Data shows that the US job market is strong, and the current high interest rate environment has not had a significant inhibitory effect on the current US economy. Therefore, the market believes that the Fed's focus will shift completely to curbing inflation. Combined with the Fed's "hawkish" speech on December 18, the market believes that the interest rate cut cycle since September 2024 will enter a pause state. According to CME FedWatch, the probability of a rate cut in January has fallen to 6.4%.
Major U.S. investment banks have all lowered their expectations for interest rate cuts in 2025, with most saying that the previous two rate cuts will be reduced to one, from June to the second half of the year. Bank of America even believes that there is no hope for a full-year rate hike, and that rate hikes may resume in the first half of the year, because employment data is expected to be better after Trump's economic policies are gradually implemented, and inflation will continue to rebound.
In this context, the US dollar index rose sharply to 109.65, approaching the high of 110. The one-year US Treasury yield fell to 4.223%, and the ten-year Treasury yield fell to 4.762%. London gold continued to rise to US$2,689.88 per ounce. The Nasdaq, Dow Jones and S&P 500 continued the adjustment trend since December 18, falling 2.34%, 1.86% and 1.94% respectively for the week.

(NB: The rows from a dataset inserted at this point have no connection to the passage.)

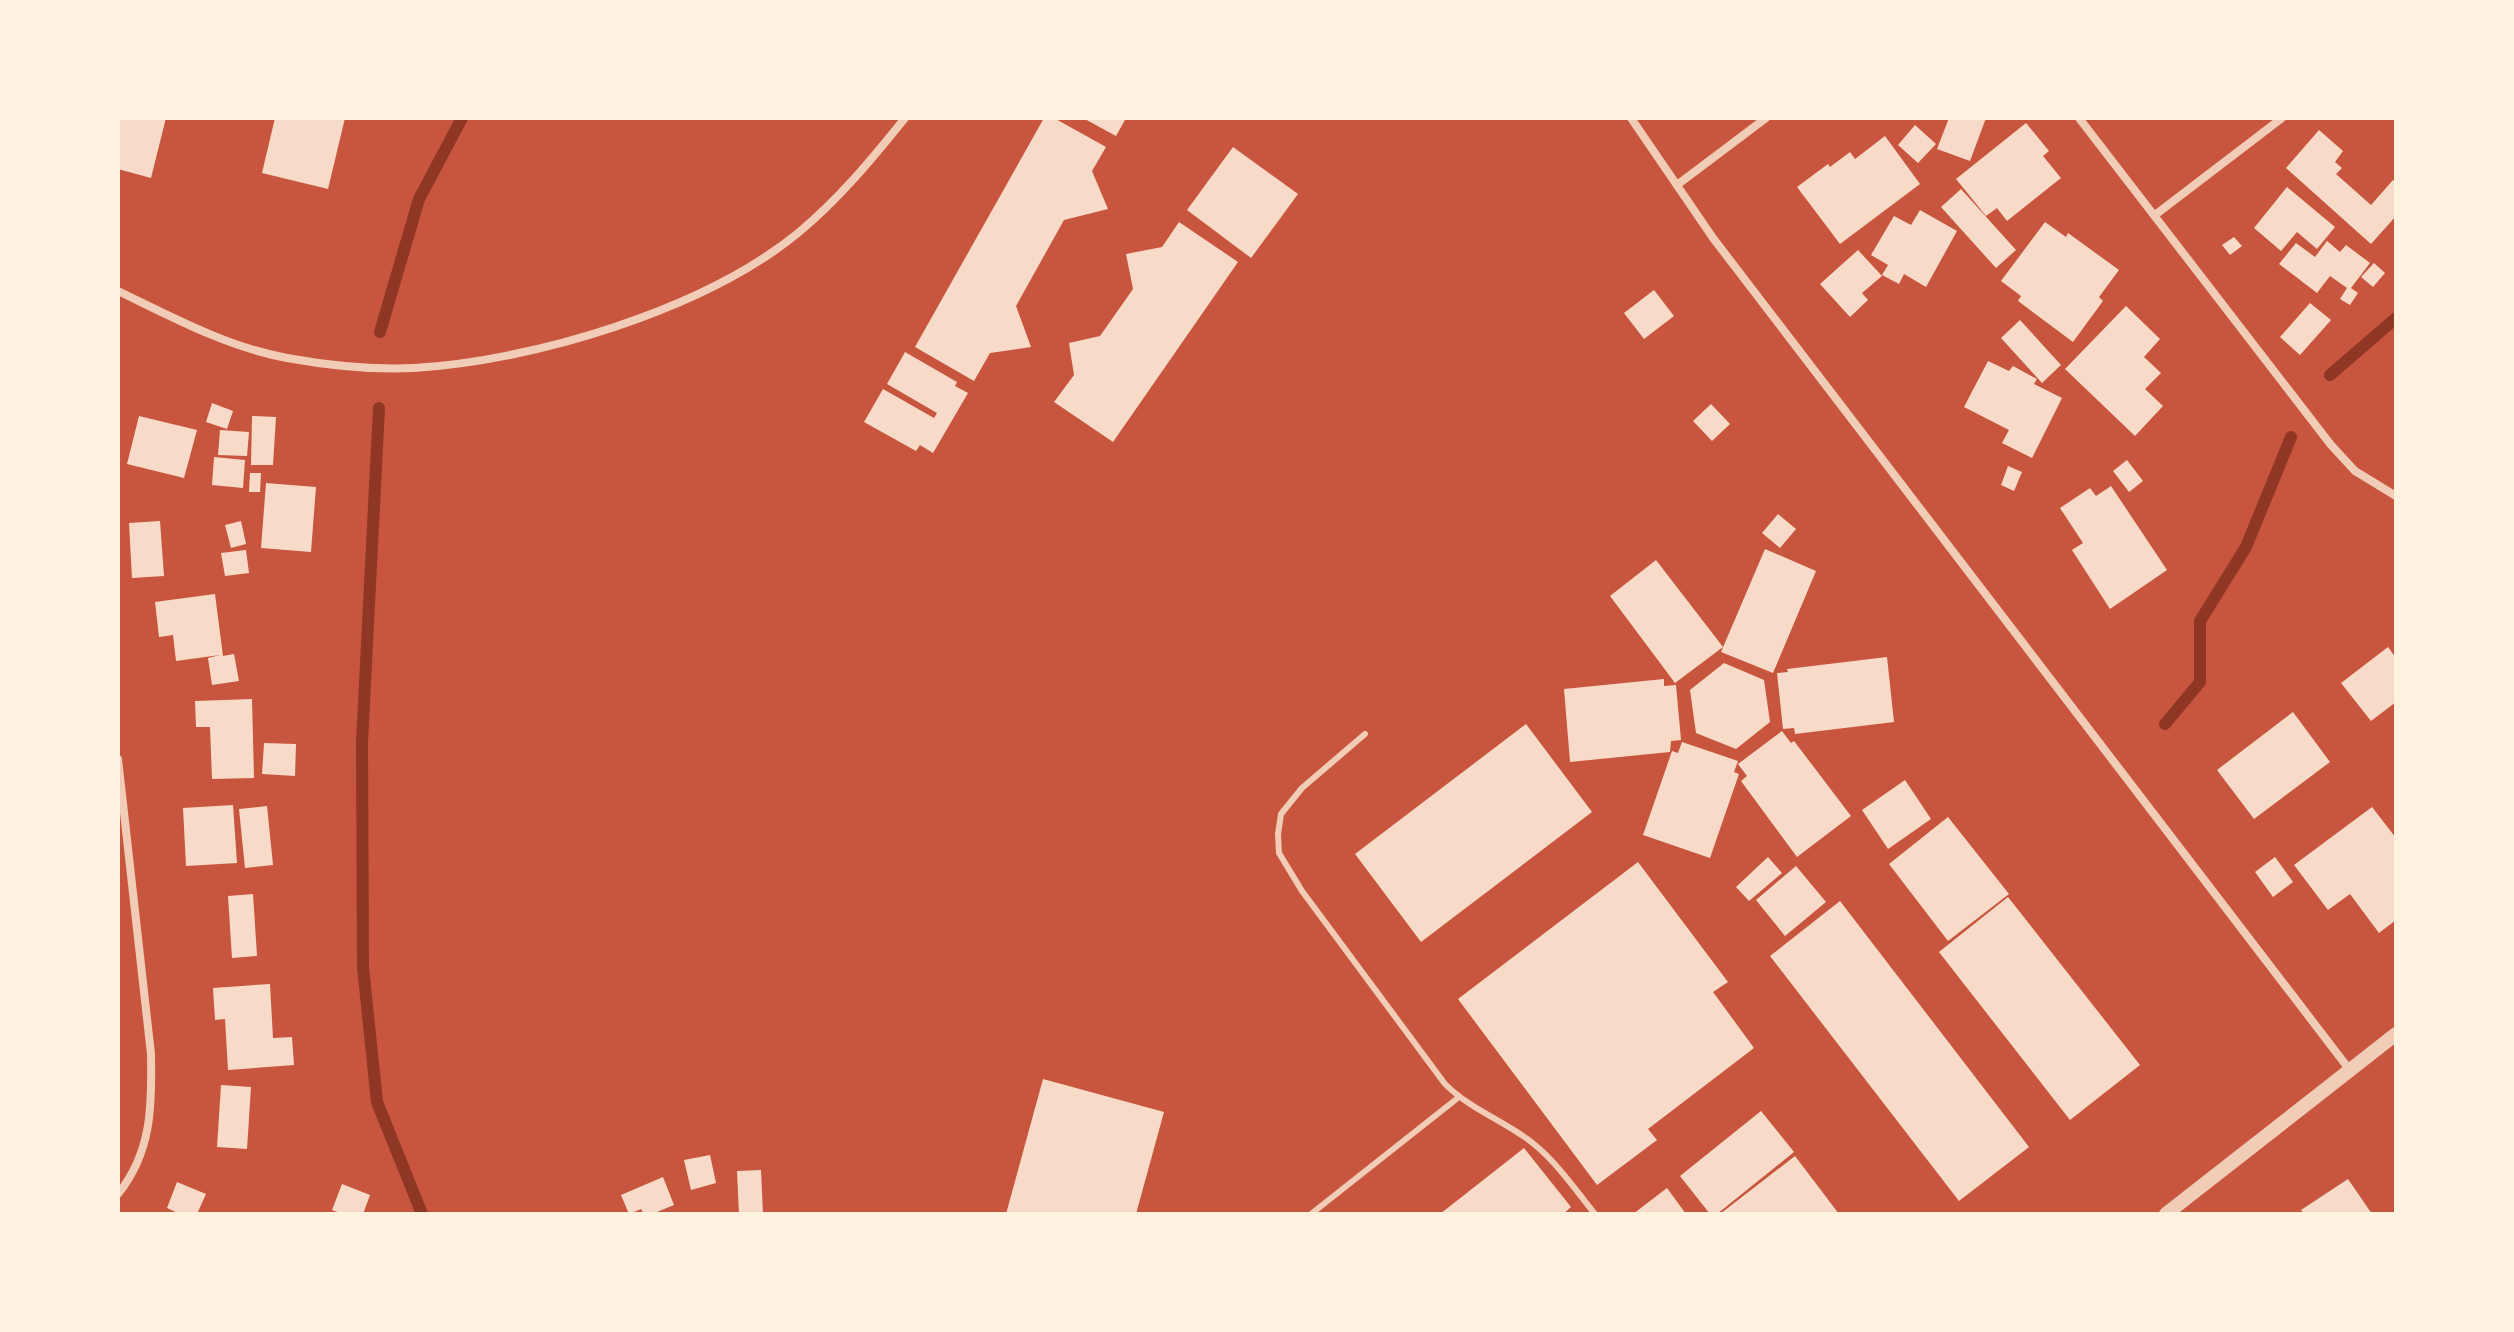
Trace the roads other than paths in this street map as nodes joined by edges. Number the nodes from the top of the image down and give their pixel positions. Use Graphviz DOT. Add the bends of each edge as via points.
graph roads {
  1 [pos="905,118"];
  2 [pos="1631,118"];
  3 [pos="1766,118"];
  4 [pos="2079,118"];
  5 [pos="2282,118"];
  6 [pos="1677,185"];
  7 [pos="2155,215"];
  8 [pos="118,291"];
  9 [pos="2396,496"];
  10 [pos="1365,734"];
  11 [pos="118,759"];
  12 [pos="2396,1034"];
  13 [pos="2349,1069"];
  14 [pos="1459,1097"];
  15 [pos="118,1194"];
  16 [pos="1311,1214"];
  17 [pos="1595,1214"];
  18 [pos="2166,1214"];
  1 -- 8 [label="street" via="848,186 797,234 748,266 674,305 591,335 492,358 412,368 286,358 219,338"];
  2 -- 6 [label="street"];
  3 -- 6 [label="street"];
  4 -- 7 [label="street"];
  5 -- 7 [label="street"];
  6 -- 13 [label="street"];
  7 -- 9 [label="street" via="2331,445 2355,471"];
  10 -- 14 [label="lane" via="1302,788 1281,814 1279,853 1319,914"];
  11 -- 15 [label="street" via="152,1097 141,1156"];
  12 -- 13 [label="street"];
  13 -- 18 [label="street"];
  14 -- 16 [label="lane"];
  14 -- 17 [label="lane" via="1526,1137 1554,1162"];
}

For US stocks, the overall outlook is positive according to the major investment banks, but there may be many twists and turns in the first half of the year. The response to Trump's policies after he took office on January 20 and when economic growth will become the focus of trading have become key concerns in the short and medium term.
Stablecoins and BTC Spot ETF
Due to the relatively sufficient adjustments since December 18, there was no large-scale capital outflow in the BTC and crypto markets this week. Instead, there was an inflow of approximately US$708 million.
This week, BTC Spot ETF received inflows on 3 of the 4 trading days, with a total inflow of $313 million for the week. In terms of stablecoins, there were positive inflows on 4 days of the week, with a supply of $296 million.
As of the weekend of January 12, the crypto market remained relatively stable in terms of funds compared to the previous week, and the attitude of funds in the future market is very important.
Selling pressure and selling
As the market continued to decline, short-sellers intensified the selling, reaching the largest selling day in half a month on January 10. This week, short-sellers sold 164,517 coins, an increase from last week.
The selling of long-term investors has been shrinking for three consecutive weeks. This week, from a cyclical perspective, the second round of selling has been suspended. The next selling should be after the price breaks through $100,000 again.
The exchange inventory is still in a continuous downward trend, reaching 29,770 this week, the largest outflow in six weeks, indicating that BTC priced at $90,000 to $100,000 is still very attractive to many funds.
Cycle Indicators
According to the eMerge engine, the EMC BTC Cycle Metrics indicator is 0.625, and the market is in an upward phase.